If you have an Internet connection, you can upgrade from the default servers at OLPC, or your own mirrors of them. This is done using yum:
yum -y upgrade
Presence Service (ejabberd) Troubleshooting
If XOs are appearing when they should not, or not appearing when they should in an XS-hosted network, the following commands help understand what is happening.
On the XS
## XOs need to be registered before they can use the XS-based ## collaboration protocol (gabble) # List who is registered with the XS /home/idmgr/list_registration # List who is registered with ejabberd # (this happens on the first reboot after the user has used the 'register' option) ejabberdctl registered-users `hostname -f`
# List who is online ejabberdctl online-users
On the XOs, check that it has been registered & restarted, then open a Terminal and try
# Will report various settings, including which jabber server it connects to # and whether the collaboration ("Telepathy") infrastructure is using # "Gabble" (XS-based) or "Salut" (for networks without an XS) olpc-netstatus
Internet Content Filtering
If you are going to encourage children to surf the Internet, you are strongly advised to arrange for some kind of content filtering. All filtering solutions are imperfect, it is important to emphasize user education -- see Online threats and security.
Use OpenDNS
Create your account with OpenDNS, configure it to your liking. Then set their DNS servers in a forwarders line in /etc/named-xs.conf.in , and then
cd /etc make -f xs-config.make named-xs.conf /etc/init.d/named restart
OpenDNS is good, and for simple deployments it may be enough. Many schools use it and users can report urls for blocking, so its wide usage makes the filtering better.

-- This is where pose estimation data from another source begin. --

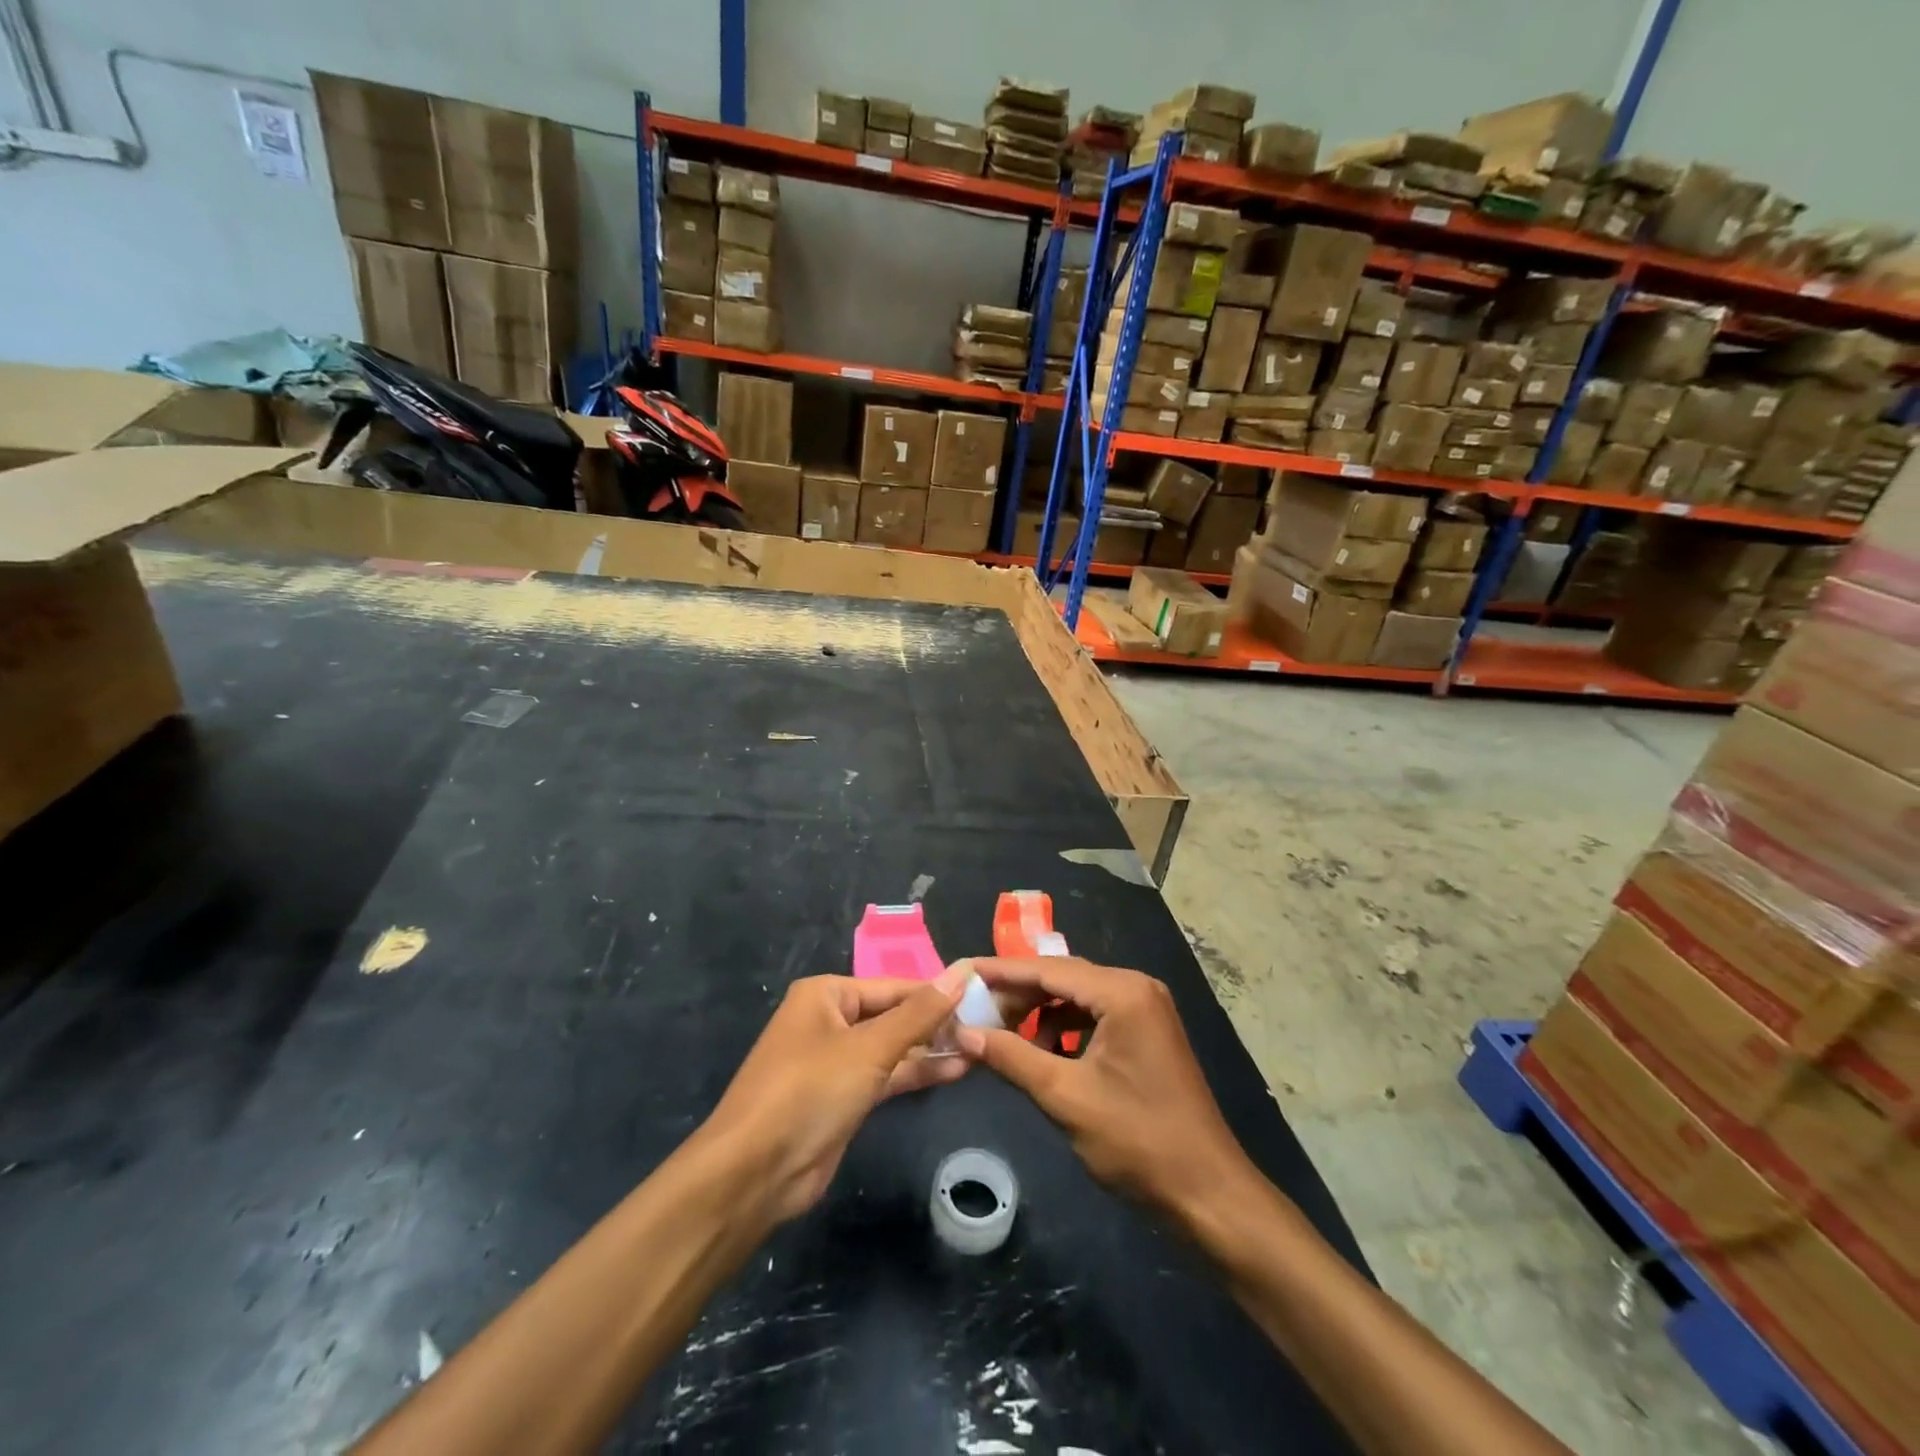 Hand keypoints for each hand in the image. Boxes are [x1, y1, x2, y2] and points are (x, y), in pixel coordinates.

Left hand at [701, 966, 969, 1224]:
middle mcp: (829, 1020)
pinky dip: (916, 1073)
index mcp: (826, 994)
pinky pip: (886, 1076)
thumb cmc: (809, 1091)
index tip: (983, 996)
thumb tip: (961, 973)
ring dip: (931, 1050)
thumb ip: (919, 1013)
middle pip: (893, 1015)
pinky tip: (954, 1071)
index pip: (894, 986)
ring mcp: (835, 1061)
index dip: (937, 992)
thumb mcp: (869, 1048)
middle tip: (988, 1026)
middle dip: (936, 1023)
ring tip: (980, 1048)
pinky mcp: (842, 1098)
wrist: (753, 1174)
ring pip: (892, 1047)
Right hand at [957, 957, 1251, 1219]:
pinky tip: (1043, 1053)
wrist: (1208, 1193)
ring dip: (1040, 1013)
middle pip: (1063, 978)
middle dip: (1018, 994)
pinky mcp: (1147, 1032)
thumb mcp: (1065, 1097)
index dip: (1000, 972)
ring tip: (1003, 1036)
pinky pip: (1095, 1015)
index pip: (1048, 969)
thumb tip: (963, 1032)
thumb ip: (1012, 1056)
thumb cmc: (1138, 1141)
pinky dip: (1065, 1028)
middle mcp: (1136, 987)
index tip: (961, 972)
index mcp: (1122, 992)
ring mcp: (1146, 1009)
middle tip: (974, 1011)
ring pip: (1077, 997) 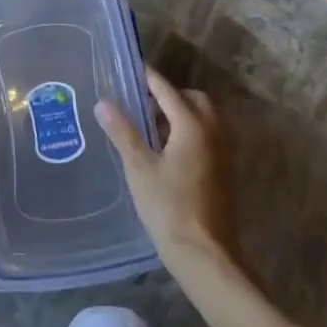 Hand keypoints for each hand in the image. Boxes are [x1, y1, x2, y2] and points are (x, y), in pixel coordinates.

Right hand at [94, 66, 237, 274]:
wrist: (206, 256)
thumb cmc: (169, 208)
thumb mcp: (139, 168)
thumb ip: (123, 132)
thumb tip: (103, 102)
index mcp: (192, 125)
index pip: (167, 90)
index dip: (147, 78)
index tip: (129, 69)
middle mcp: (213, 132)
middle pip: (192, 99)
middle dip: (168, 95)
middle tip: (141, 102)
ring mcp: (222, 152)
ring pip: (203, 118)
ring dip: (180, 114)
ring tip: (150, 126)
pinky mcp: (223, 171)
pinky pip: (207, 136)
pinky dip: (189, 131)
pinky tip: (166, 150) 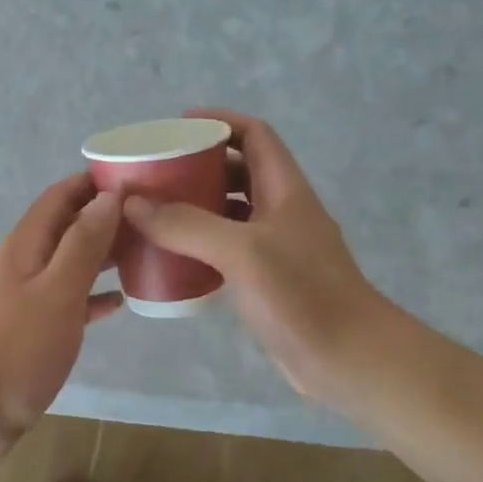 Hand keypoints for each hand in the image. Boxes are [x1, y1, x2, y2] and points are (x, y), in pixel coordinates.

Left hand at [0, 174, 123, 437]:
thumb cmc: (17, 348)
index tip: (135, 178)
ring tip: (144, 252)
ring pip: (69, 263)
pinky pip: (68, 301)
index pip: (60, 196)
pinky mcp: (30, 330)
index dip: (93, 183)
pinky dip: (92, 295)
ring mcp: (25, 298)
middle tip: (151, 218)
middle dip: (104, 218)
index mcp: (26, 245)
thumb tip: (108, 196)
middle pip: (66, 227)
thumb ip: (83, 243)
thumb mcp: (57, 291)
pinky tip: (118, 302)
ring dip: (102, 255)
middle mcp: (24, 264)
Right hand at [122, 110, 414, 410]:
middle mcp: (282, 212)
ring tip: (154, 211)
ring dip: (196, 207)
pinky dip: (201, 246)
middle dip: (199, 166)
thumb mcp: (242, 252)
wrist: (350, 360)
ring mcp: (276, 247)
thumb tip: (132, 202)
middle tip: (155, 173)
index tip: (178, 126)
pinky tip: (172, 257)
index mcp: (285, 190)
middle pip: (239, 172)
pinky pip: (227, 250)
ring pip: (231, 213)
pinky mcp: (267, 281)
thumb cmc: (303, 295)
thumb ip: (187, 225)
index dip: (220, 122)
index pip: (255, 135) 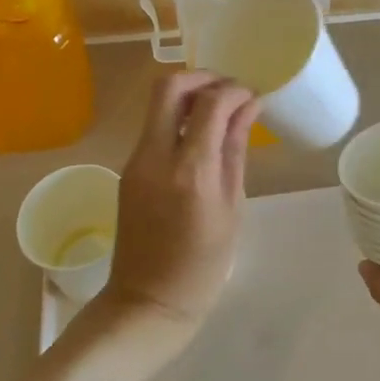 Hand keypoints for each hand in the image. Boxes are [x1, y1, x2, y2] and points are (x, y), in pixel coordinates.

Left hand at [101, 72, 260, 331]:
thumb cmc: (203, 266)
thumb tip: (248, 106)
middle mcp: (155, 157)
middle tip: (229, 91)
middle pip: (169, 86)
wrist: (147, 303)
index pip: (209, 103)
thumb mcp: (232, 207)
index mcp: (190, 172)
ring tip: (220, 113)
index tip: (252, 97)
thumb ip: (235, 149)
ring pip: (158, 104)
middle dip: (202, 77)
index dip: (234, 90)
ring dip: (190, 96)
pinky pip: (154, 128)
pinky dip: (179, 119)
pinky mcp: (128, 169)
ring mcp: (135, 161)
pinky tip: (201, 137) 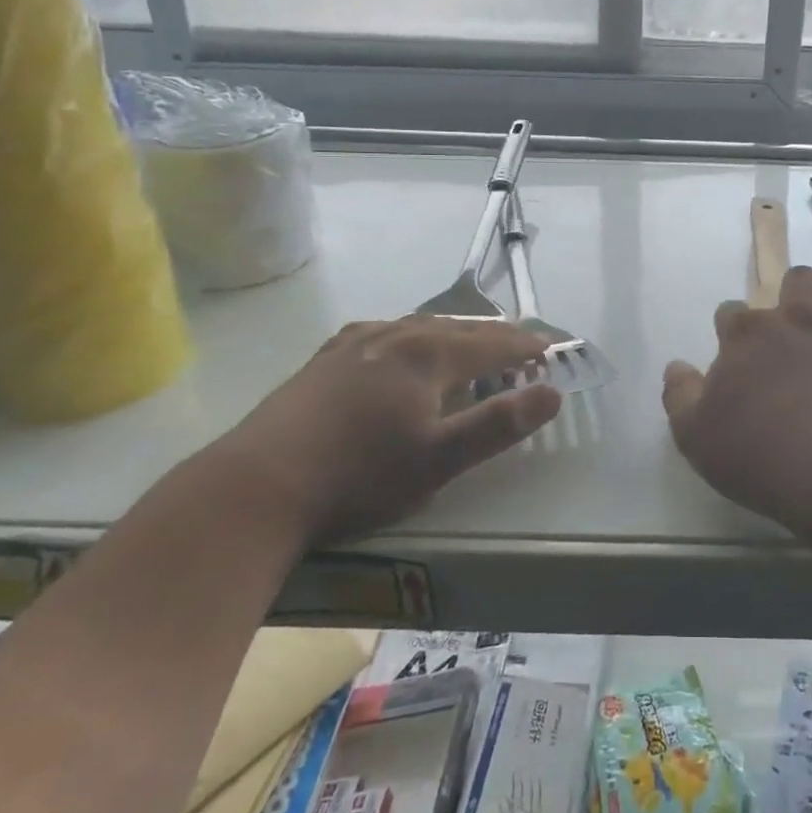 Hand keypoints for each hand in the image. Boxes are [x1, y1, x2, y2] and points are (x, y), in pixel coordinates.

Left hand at [218, 317, 562, 544]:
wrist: (258, 486)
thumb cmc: (359, 476)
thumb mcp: (439, 460)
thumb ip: (499, 424)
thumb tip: (553, 393)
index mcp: (429, 355)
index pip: (492, 343)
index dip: (525, 346)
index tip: (550, 348)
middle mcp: (396, 336)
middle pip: (459, 328)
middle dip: (495, 336)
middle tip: (521, 345)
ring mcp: (356, 343)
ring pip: (420, 327)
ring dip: (455, 334)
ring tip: (471, 344)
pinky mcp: (326, 358)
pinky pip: (385, 334)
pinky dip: (412, 337)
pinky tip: (400, 347)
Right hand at [662, 266, 811, 532]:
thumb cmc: (759, 452)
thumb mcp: (695, 435)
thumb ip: (680, 396)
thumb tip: (676, 367)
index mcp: (747, 334)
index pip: (731, 310)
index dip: (731, 329)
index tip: (733, 353)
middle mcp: (794, 320)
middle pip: (796, 279)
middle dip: (790, 293)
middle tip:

When users report domains that are not blocked, report the domains to the OpenDNS and they will be blocked.
Planning for a content filter
For multiple school deployments - run a filter at the ISP, or at the MoE
Avoid running the filter on the XS itself. It is serious burden on the XS memory, CPU and Internet bandwidth. And administration on a per-school basis is awkward and inefficient.
Instead, get a machine co-located at the ISP, run a filtering proxy there (such as DansGuardian). Don't forget to tighten the rules to avoid running an open proxy. And on the XSs at schools, enable Squid and point it to the "upstream" proxy.
This means the filter is in one place, and there is only one blacklist (and whitelist) to maintain.
Running a local filter on the XS
Possible, but not recommended. Filters are not particularly smart, so they have to be complemented with human users reporting filtering errors. The amount and quality of that feedback makes the filtering better -- a local filter never gets enough input to get any good.
Access Points
Zoom Wireless-G 4400
The steps for setting up a wireless router access point vary based on the wireless router being using, but this serves as a rough guide for installation. These steps were run using a Zoom Wireless-G model 4400 router.
- Press the reset button on the wireless router to reset it and connect it to any computer. It's possible to do this setup with an XO or any other machine with linux installed.
- Open terminal and type
ifconfig eth0 IPaddress
Where IPaddress is in the same subnet as the default IP for the access point
- Connect to the access point by typing in the IP address in a web browser.
- Login to the access point using the default password (or skip entering a password if none is provided)
- Set the wireless channel to 1, 6 or 11 to minimize interference
- Set a unique name for the wireless network
- Make sure that the access point is NOT running as a DHCP server and it's not running NAT
DD-WRT
- Turn off DNSmasq.
- Visit Advanced Routing / Operating Mode and change the mode from "Gateway" to "Router"
- Move all the interfaces to the same VLAN (you must change the operating mode first).